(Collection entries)
◆ ◆ ◆ ◆
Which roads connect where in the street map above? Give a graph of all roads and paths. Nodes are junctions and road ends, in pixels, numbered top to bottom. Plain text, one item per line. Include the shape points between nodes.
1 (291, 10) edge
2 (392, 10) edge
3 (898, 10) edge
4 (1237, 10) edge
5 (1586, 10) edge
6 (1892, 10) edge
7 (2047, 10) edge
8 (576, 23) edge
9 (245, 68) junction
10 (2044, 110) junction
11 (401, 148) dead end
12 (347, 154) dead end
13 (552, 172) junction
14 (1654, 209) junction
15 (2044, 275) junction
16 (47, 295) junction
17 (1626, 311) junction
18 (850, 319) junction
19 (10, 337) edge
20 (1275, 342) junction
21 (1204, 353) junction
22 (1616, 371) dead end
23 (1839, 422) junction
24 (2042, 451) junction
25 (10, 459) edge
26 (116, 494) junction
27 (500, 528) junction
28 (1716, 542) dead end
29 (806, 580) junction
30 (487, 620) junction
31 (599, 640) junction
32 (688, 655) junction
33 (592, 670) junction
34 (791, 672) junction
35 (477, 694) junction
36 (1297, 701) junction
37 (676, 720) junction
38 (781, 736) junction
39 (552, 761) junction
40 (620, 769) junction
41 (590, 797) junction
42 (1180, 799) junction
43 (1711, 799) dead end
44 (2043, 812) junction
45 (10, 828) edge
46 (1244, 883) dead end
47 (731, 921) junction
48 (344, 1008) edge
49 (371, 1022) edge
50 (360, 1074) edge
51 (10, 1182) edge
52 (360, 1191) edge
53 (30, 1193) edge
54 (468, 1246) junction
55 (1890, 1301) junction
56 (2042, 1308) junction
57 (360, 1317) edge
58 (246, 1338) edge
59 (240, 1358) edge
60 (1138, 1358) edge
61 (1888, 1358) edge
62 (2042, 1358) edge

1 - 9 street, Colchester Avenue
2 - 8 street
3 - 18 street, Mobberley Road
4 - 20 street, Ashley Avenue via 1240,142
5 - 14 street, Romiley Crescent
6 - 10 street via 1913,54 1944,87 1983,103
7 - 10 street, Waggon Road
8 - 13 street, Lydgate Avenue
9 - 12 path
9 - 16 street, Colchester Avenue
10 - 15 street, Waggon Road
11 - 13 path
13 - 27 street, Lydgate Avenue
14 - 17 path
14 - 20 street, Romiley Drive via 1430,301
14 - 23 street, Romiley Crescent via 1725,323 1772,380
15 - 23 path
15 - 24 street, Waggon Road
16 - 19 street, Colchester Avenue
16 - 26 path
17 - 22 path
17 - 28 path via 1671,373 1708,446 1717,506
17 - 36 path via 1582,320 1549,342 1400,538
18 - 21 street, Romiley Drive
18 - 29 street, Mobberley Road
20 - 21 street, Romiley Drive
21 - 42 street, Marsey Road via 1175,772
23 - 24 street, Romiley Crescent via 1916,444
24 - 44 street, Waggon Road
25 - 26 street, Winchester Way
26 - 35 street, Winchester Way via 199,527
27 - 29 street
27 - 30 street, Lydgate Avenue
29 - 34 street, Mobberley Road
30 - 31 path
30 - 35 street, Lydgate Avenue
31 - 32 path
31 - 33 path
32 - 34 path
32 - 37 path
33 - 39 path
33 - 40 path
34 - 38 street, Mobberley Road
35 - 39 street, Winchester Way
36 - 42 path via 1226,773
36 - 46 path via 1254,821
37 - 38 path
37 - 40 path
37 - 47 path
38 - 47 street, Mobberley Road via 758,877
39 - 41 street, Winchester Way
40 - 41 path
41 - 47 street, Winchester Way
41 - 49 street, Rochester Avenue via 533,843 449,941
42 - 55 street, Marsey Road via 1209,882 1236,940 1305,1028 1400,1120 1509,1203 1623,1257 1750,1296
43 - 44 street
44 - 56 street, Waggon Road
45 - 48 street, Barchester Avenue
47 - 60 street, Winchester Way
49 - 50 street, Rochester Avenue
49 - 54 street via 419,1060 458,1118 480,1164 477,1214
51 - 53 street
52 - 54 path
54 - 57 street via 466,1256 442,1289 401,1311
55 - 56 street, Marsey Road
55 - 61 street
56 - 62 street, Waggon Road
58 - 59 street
◆ ◆ ◆ ◆
An exact copy of every entry above is the expected answer.

Which roads connect where in the street map above? Give a graph of all roads and paths. Nodes are junctions and road ends, in pixels, numbered top to bottom. Plain text, one item per line. Include the shape points between nodes.
1 (291, 10) edge
2 (392, 10) edge
3 (898, 10) edge
4 (1237, 10) edge
5 (1586, 10) edge
6 (1892, 10) edge
7 (2047, 10) edge
8 (576, 23) edge
9 (245, 68) junction
10 (2044, 110) junction
11 (401, 148) dead end
12 (347, 154) dead end
13 (552, 172) junction
14 (1654, 209) junction
15 (2044, 275) junction
16 (47, 295) junction
17 (1626, 311) junction
18 (850, 319) junction
19 (10, 337) edge
20 (1275, 342) junction
21 (1204, 353) junction
22 (1616, 371) dead end
23 (1839, 422) junction
24 (2042, 451) junction
25 (10, 459) edge
26 (116, 494) junction
27 (500, 528) junction
28 (1716, 542) dead end
29 (806, 580) junction
30 (487, 620) junction
31 (599, 640) junction
32 (688, 655) junction
33 (592, 670) junction
34 (791, 672) junction
35 (477, 694) junction
36 (1297, 701) junction
37 (676, 720) junction
38 (781, 736) junction
39 (552, 761) junction
40 (620, 769) junction
41 (590, 797) junction
42 (1180, 799) junction
43 (1711, 799) dead end
44 (2043, 812) junction
45 (10, 828) edge
46 (1244, 883) dead end
47 (731, 921) junction
48 (344, 1008) edge
49 (371, 1022) edge
50 (360, 1074) edge
51 (10, 1182) edge
52 (360, 1191) edge
53 (30, 1193) edge
54 (468, 1246) junction
55 (1890, 1301) junction
56 (2042, 1308) junction
57 (360, 1317) edge
58 (246, 1338) edge
59 (240, 1358) edge
60 (1138, 1358) edge
61 (1888, 1358) edge
62 (2042, 1358) edge

1 - 9 street, Colchester Avenue
2 - 8 street
3 - 18 street, Mobberley Road
4 - 20 street, Ashley Avenue via 1240,142
5 - 14 street, Romiley Crescent
6 - 10 street via 1913,54 1944,87 1983,103
7 - 10 street, Waggon Road
8 - 13 street, Lydgate Avenue
9 - 12 path
9 - 16 street, Colchester Avenue
10 - 15 street, Waggon Road
11 - 13 path
13 - 27 street, Lydgate Avenue
14 - 17 path
14 - 20 street, Romiley Drive via 1430,301
14 - 23 street, Romiley Crescent via 1725,323 1772,380
15 - 23 path
15 - 24 street, Waggon Road
16 - 19 street, Colchester Avenue
16 - 26 path
17 - 22 path
17 - 28 path via 1671,373 1708,446 1717,506
17 - 36 path via 1582,320 1549,342 1400,538
18 - 21 street, Romiley Drive
18 - 29 street, Mobberley Road
20 - 21 street, Romiley Drive
21 - 42 street, Marsey Road via 1175,772
23 - 24 street, Romiley Crescent via 1916,444
24 - 44 street, Waggon Road
25 - 26 street, Winchester Way
26 - 35 street, Winchester Way via 199,527
27 - 29 street
27 - 30 street, Lydgate Avenue
29 - 34 street, Mobberley Road
30 - 31 path
30 - 35 street, Lydgate Avenue
31 - 32 path
31 - 33 path
32 - 34 path
32 - 37 path
33 - 39 path
33 - 40 path
34 - 38 street, Mobberley Road
35 - 39 street, Winchester Way
36 - 42 path via 1226,773
36 - 46 path via 1254,821
37 - 38 path
37 - 40 path
37 - 47 path
38 - 47 street, Mobberley Road via 758,877
39 - 41 street, Winchester Way
40 - 41 path
41 - 47 street, Winchester Way
41 - 49 street, Rochester Avenue via 533,843 449,941
42 - 55 street, Marsey Road via 1209,882 1236,940 1305,1028 1400,1120 1509,1203 1623,1257 1750,1296
43 - 44 street
44 - 56 street, Waggon Road
45 - 48 street, Barchester Avenue
47 - 60 street, Winchester Way
49 - 50 street, Rochester Avenue
49 - 54 street via 419,1060 458,1118 480,1164 477,1214
51 - 53 street
52 - 54 path
54 - 57 street via 466,1256 442,1289 401,1311
55 - 56 street, Marsey Road
55 - 61 street
56 - 62 street, Waggon Road
58 - 59 street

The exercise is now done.